Revolving around Jesse Buckley's force-of-nature performance, almost every name in the credits – beginning with executive producer Steven Spielberg – is an award nomination in the making.
Co-written by Zhao and Maggie O'Farrell from O'Farrell's historical novel, “Hamnet” is a love story. Many love stories, actually.
The first is the fable of a Latin tutor named Will (Paul Mescal), who aspires to be a writer. He forgets all about the two boys he is teaching when he sees their older stepsister Agnes (Buckley) emerging from the woods, her falcon riding on her wrist.
Like the bird, Agnes seems a wild creature of the forest. Zhao, who displayed a singular talent for mining landscape for meaning in “Nomadland,” does even more powerful visual alchemy here.
Through her lens, the forest is enchanted, dangerous, alive with magic.
The son of a glove-maker who has no use for Will's uselessness around the shop, the young man brings a new falconer's glove to his next encounter with the forest nymph. Instead of accepting it, she bids him tell her a story. He tells her the tragedy of Orpheus and Eurydice.
That's a good story, she acknowledges. Meaning that despite the disapproval of their families, she will marry him.
They wed. Their children are the film's next love story, with Agnes a devoted, resourceful mother and Will a loving father before he heads off to London to improve the family fortunes and chase his dreams.
This chapter in their lives is cut tragically short by a devastating loss.
Which is as much of the plot as you'll get here. For those who don't connect the dots on their own, there's an Aha! reveal in the third act that changes everything that has come before, and everything to follow.
“Hamnet” is a work of poetry, with the visuals saying as much as the words in the script. Chloé Zhao is a cinematic architect, creating scenes for the audience to live in rather than merely watch on a screen. A bedroom loft illuminated by a shaft of sunlight through the window. The pace of life in a rural village. The teeming streets and alleys of London, where we join the throngs of commoners, and can almost smell the foul breath of the groundlings in its most famous theater.
Author O'Farrell told The New York Times, “I knew Chloé was never going to be a person to make a pristine, costume-y costume drama.” Their resulting collaboration is a combination of high art and gritty realism, like the best works of Elizabethan theater.
Buckley's performance spans the transcendent joys and the most unbearable pains of motherhood. Along with the endless giving. Mescal probes the downside of the creative process, the self-destruction of not being able to find the words for the fires burning in his mind. All the supporting players are pitch perfect, led by Emily Watson, Joe Alwyn and young Jacobi Jupe in the title role.

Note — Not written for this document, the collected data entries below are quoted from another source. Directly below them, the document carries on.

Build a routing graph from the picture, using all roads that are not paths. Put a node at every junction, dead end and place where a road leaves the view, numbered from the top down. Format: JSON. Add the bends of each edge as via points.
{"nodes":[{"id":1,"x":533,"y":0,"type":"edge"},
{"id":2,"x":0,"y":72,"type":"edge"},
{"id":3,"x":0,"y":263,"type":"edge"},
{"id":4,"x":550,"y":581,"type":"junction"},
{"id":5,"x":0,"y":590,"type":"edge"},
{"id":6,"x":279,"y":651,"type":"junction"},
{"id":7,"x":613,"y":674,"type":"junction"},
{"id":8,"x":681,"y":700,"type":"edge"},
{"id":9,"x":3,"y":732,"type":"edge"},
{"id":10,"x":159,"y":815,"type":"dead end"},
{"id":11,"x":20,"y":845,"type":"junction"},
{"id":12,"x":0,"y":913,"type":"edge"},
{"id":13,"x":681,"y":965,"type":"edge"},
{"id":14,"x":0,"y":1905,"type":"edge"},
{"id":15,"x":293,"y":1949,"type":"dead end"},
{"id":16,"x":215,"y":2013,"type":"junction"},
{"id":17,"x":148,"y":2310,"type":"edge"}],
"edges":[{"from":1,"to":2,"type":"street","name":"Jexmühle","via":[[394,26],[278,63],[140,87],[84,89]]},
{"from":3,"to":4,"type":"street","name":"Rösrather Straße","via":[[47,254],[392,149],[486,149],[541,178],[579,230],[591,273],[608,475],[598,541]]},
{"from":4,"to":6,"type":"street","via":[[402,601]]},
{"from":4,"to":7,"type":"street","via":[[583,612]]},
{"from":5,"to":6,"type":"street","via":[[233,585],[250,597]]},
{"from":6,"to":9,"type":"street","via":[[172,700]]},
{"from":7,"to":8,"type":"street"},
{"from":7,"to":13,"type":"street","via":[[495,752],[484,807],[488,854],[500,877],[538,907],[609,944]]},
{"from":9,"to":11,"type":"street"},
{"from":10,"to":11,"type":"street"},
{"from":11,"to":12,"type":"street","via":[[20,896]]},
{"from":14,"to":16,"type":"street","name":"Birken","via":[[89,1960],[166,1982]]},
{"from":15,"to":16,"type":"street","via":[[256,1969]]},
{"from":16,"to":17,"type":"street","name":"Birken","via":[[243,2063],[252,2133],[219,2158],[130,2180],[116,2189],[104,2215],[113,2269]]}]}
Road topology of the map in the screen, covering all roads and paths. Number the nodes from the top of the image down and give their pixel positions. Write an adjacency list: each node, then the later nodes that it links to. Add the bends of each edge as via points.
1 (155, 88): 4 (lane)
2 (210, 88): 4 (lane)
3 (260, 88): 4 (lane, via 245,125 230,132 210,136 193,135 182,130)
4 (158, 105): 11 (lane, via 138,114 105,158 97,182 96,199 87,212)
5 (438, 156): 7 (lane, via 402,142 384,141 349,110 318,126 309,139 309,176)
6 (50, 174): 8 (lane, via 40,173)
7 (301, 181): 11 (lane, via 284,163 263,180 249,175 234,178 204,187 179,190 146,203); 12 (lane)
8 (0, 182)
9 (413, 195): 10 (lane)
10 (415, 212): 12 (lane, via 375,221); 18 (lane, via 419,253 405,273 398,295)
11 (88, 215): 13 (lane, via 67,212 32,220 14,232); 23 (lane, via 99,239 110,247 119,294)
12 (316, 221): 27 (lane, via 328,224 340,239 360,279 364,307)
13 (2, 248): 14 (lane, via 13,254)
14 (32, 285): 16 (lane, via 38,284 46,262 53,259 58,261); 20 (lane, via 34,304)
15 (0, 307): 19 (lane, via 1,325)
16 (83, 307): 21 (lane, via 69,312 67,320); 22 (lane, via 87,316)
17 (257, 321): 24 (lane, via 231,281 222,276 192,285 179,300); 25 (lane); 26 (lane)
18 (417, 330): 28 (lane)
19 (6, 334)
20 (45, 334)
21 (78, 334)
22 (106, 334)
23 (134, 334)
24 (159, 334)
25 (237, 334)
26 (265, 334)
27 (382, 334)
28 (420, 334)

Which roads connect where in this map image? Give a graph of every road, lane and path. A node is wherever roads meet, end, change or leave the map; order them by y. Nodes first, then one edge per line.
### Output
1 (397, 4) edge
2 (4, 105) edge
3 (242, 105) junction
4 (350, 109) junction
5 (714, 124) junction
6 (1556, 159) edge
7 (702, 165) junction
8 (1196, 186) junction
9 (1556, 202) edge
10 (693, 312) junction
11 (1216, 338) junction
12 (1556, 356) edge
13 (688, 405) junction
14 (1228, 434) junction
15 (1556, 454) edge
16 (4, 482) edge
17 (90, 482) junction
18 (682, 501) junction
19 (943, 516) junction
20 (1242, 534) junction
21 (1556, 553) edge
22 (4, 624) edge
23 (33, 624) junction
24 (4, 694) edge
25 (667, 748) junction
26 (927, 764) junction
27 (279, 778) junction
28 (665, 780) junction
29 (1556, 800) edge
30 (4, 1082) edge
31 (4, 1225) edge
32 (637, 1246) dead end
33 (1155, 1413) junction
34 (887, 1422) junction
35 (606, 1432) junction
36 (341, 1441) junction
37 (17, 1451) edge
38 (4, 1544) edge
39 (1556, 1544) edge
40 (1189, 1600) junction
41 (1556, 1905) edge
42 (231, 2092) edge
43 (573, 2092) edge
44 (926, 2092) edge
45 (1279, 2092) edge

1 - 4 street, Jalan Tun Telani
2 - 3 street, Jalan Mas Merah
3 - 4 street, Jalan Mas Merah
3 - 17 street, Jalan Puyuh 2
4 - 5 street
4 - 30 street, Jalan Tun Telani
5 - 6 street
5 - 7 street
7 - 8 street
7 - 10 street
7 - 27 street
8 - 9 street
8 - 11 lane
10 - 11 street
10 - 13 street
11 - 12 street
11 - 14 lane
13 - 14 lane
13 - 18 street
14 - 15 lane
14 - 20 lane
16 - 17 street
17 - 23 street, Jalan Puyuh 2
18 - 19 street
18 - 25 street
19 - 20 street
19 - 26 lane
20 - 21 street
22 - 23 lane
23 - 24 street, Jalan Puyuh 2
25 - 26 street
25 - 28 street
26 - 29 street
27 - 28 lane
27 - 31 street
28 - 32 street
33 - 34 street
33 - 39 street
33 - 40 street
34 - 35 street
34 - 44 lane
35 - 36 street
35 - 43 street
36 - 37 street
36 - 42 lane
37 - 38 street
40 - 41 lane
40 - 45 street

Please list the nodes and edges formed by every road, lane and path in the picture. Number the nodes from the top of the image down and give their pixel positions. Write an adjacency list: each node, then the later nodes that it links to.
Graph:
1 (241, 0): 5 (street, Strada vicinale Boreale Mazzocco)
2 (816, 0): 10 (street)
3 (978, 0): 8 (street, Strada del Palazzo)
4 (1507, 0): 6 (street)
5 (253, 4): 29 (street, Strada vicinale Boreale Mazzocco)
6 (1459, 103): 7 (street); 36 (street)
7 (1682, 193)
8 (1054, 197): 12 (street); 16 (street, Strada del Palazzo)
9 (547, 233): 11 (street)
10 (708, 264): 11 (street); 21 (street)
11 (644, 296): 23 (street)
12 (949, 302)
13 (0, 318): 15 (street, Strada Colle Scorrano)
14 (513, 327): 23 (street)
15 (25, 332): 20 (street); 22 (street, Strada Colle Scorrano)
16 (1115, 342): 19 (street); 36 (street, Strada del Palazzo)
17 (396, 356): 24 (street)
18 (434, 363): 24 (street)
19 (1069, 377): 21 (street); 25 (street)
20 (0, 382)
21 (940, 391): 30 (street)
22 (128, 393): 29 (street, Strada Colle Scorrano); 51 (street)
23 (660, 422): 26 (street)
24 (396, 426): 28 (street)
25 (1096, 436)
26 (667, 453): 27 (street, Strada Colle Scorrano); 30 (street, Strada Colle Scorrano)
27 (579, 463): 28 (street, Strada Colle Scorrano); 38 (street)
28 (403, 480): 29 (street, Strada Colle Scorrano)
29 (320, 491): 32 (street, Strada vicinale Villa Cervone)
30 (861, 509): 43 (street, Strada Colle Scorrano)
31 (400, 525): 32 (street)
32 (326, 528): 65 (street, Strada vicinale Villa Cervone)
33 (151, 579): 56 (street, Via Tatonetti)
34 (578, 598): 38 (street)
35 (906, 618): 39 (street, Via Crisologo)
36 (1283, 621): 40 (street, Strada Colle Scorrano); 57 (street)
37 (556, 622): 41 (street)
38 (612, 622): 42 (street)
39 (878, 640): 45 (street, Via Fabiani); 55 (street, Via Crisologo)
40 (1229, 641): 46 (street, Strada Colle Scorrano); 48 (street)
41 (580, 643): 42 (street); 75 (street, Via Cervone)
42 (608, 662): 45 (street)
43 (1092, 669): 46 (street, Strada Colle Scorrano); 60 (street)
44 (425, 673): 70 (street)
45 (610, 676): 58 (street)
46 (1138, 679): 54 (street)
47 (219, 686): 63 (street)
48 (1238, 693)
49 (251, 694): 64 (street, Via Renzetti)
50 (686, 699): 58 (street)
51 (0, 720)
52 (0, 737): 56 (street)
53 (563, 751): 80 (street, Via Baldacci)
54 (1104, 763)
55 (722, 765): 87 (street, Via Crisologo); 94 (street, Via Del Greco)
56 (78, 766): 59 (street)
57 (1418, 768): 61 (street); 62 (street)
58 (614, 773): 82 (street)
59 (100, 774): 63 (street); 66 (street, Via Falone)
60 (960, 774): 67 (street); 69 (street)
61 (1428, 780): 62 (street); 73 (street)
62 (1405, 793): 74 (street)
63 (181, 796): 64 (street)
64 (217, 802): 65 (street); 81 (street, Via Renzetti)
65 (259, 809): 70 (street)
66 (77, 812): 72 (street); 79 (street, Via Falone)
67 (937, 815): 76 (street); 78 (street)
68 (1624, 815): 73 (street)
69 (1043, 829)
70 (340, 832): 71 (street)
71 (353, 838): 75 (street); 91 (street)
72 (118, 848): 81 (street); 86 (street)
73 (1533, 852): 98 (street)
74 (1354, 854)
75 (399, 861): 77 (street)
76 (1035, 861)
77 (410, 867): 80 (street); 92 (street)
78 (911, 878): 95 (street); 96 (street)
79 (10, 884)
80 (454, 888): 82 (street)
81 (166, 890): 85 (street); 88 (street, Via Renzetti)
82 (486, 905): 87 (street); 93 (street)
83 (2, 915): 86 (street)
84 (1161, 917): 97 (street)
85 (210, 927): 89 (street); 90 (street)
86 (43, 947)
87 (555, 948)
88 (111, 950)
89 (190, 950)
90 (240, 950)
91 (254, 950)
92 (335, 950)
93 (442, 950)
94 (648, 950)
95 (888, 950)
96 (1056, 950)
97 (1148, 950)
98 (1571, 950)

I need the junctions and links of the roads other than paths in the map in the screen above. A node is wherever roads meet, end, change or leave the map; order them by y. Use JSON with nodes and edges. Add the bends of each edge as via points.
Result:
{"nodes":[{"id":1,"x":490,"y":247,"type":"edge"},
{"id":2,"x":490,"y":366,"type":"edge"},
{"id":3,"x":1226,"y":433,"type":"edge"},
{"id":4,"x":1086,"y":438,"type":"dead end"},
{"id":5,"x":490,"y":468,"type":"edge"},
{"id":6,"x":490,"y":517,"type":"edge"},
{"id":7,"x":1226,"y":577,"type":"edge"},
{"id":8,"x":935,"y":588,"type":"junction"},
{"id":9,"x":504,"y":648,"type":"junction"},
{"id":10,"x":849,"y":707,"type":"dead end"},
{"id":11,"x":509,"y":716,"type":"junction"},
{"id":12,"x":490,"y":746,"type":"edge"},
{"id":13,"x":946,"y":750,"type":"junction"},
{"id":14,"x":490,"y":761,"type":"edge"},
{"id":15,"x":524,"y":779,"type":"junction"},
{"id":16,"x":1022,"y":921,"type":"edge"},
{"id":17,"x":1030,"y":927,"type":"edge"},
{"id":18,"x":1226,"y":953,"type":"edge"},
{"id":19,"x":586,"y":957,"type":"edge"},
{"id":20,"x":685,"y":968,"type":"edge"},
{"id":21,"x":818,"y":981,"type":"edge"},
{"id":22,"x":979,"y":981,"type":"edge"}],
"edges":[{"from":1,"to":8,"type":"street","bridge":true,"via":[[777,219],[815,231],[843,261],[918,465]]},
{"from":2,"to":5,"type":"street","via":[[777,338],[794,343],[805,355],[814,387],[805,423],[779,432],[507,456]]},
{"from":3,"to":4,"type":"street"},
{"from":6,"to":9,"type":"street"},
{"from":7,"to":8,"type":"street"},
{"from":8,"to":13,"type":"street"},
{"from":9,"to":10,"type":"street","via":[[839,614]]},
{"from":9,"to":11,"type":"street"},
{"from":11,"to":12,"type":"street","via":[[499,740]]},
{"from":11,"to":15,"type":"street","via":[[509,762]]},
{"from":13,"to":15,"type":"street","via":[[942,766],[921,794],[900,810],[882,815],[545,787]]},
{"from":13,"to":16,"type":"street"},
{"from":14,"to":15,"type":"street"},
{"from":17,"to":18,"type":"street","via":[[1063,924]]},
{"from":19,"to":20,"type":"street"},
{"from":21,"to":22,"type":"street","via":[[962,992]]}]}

“Hamnet” illuminates family bonds on the deepest levels, and shows the forces that can mercilessly tear families apart. It is also a work of art about art, about the labor pains of creation, about bringing something original to life in the world.
Art is also – or at least can be on rare occasions – the path to immortality.
It's this realization that brings a smile to Agnes' face in the movie's final moments.
We smile with her, from a place deep in our souls.